### WORK ORDER
The lines of the records that include "dead" should all be copied.

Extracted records
- Opening Delimiter -
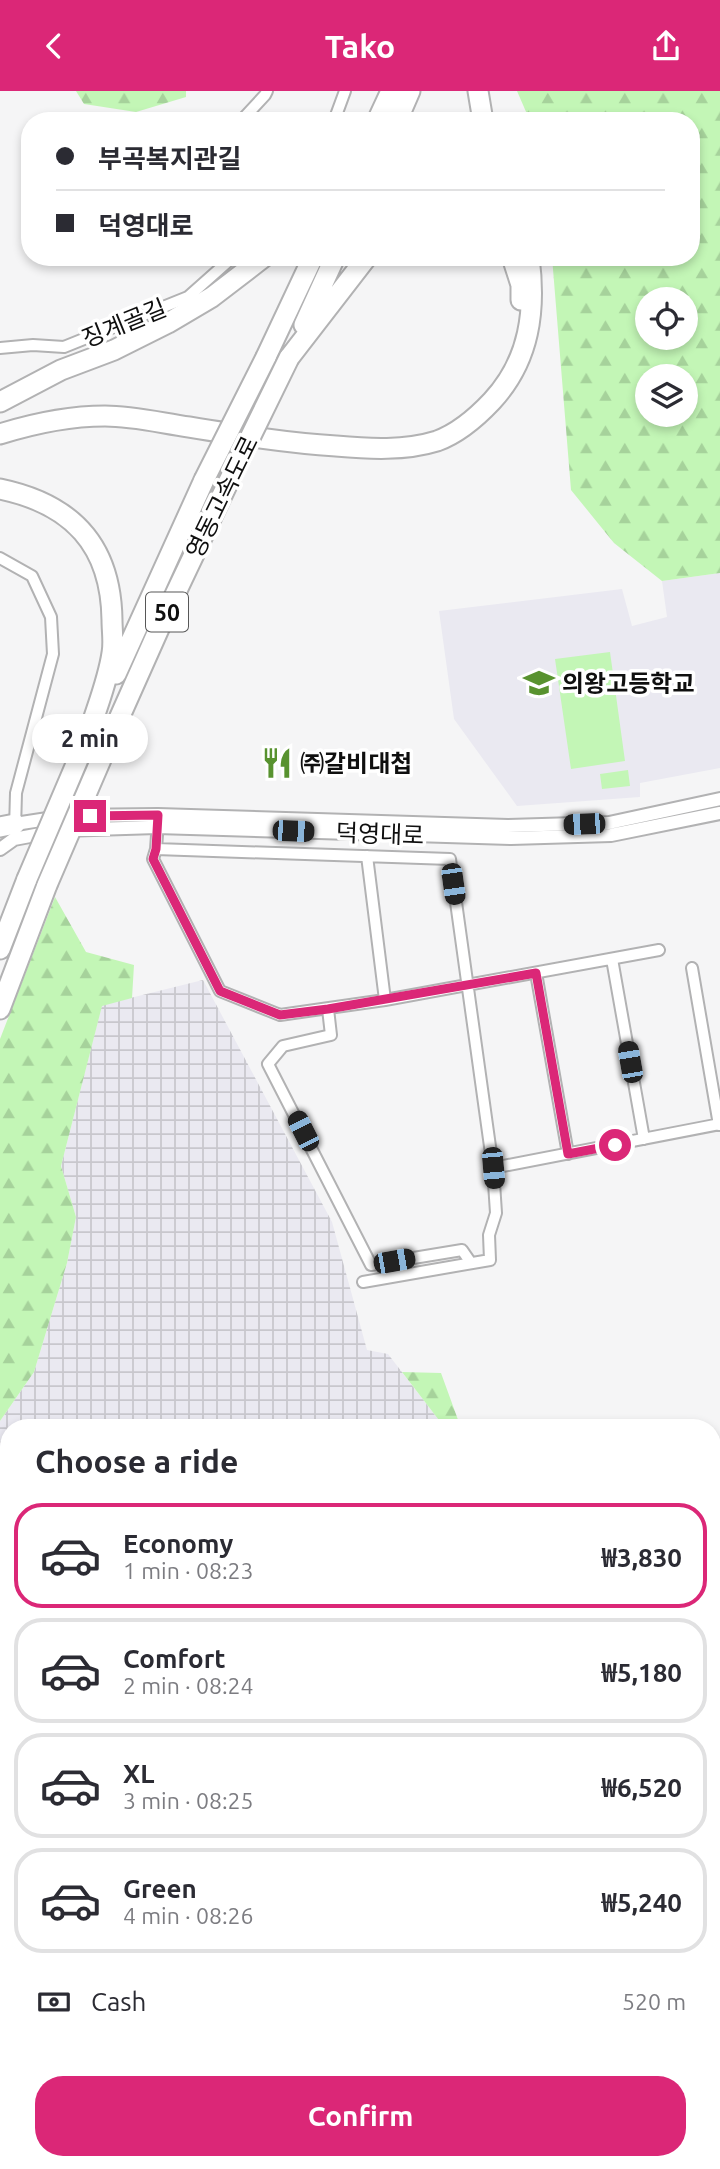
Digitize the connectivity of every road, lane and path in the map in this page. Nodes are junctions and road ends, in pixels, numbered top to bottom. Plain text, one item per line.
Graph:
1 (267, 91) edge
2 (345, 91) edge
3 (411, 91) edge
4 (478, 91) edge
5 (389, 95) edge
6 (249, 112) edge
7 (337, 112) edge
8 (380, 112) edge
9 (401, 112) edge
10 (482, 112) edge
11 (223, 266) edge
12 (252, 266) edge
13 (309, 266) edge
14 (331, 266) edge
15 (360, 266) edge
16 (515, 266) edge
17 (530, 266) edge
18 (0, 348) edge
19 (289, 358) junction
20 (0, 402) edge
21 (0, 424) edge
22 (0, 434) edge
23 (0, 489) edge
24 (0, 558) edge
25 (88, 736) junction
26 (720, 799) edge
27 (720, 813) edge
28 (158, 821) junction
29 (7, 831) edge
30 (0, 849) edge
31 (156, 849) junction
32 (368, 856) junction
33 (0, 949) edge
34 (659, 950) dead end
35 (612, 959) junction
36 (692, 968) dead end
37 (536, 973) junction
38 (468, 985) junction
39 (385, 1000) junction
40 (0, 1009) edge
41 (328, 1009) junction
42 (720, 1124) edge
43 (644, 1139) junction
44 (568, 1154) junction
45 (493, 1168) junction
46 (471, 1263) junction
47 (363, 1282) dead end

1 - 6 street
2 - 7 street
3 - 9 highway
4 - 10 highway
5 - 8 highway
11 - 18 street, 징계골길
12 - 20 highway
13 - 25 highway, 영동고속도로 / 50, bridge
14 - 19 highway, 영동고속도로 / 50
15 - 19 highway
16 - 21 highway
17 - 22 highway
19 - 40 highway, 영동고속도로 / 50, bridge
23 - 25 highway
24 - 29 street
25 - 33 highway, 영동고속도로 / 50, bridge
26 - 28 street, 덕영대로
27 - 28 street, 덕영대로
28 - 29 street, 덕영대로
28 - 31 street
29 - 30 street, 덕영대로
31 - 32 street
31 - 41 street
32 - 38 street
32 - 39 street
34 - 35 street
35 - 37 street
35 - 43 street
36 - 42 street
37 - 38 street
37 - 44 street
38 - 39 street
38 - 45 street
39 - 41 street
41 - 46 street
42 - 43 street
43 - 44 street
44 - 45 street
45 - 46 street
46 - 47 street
- Closing Delimiter -
### EXERCISE ANSWER
34 (659, 950) dead end
36 (692, 968) dead end
47 (363, 1282) dead end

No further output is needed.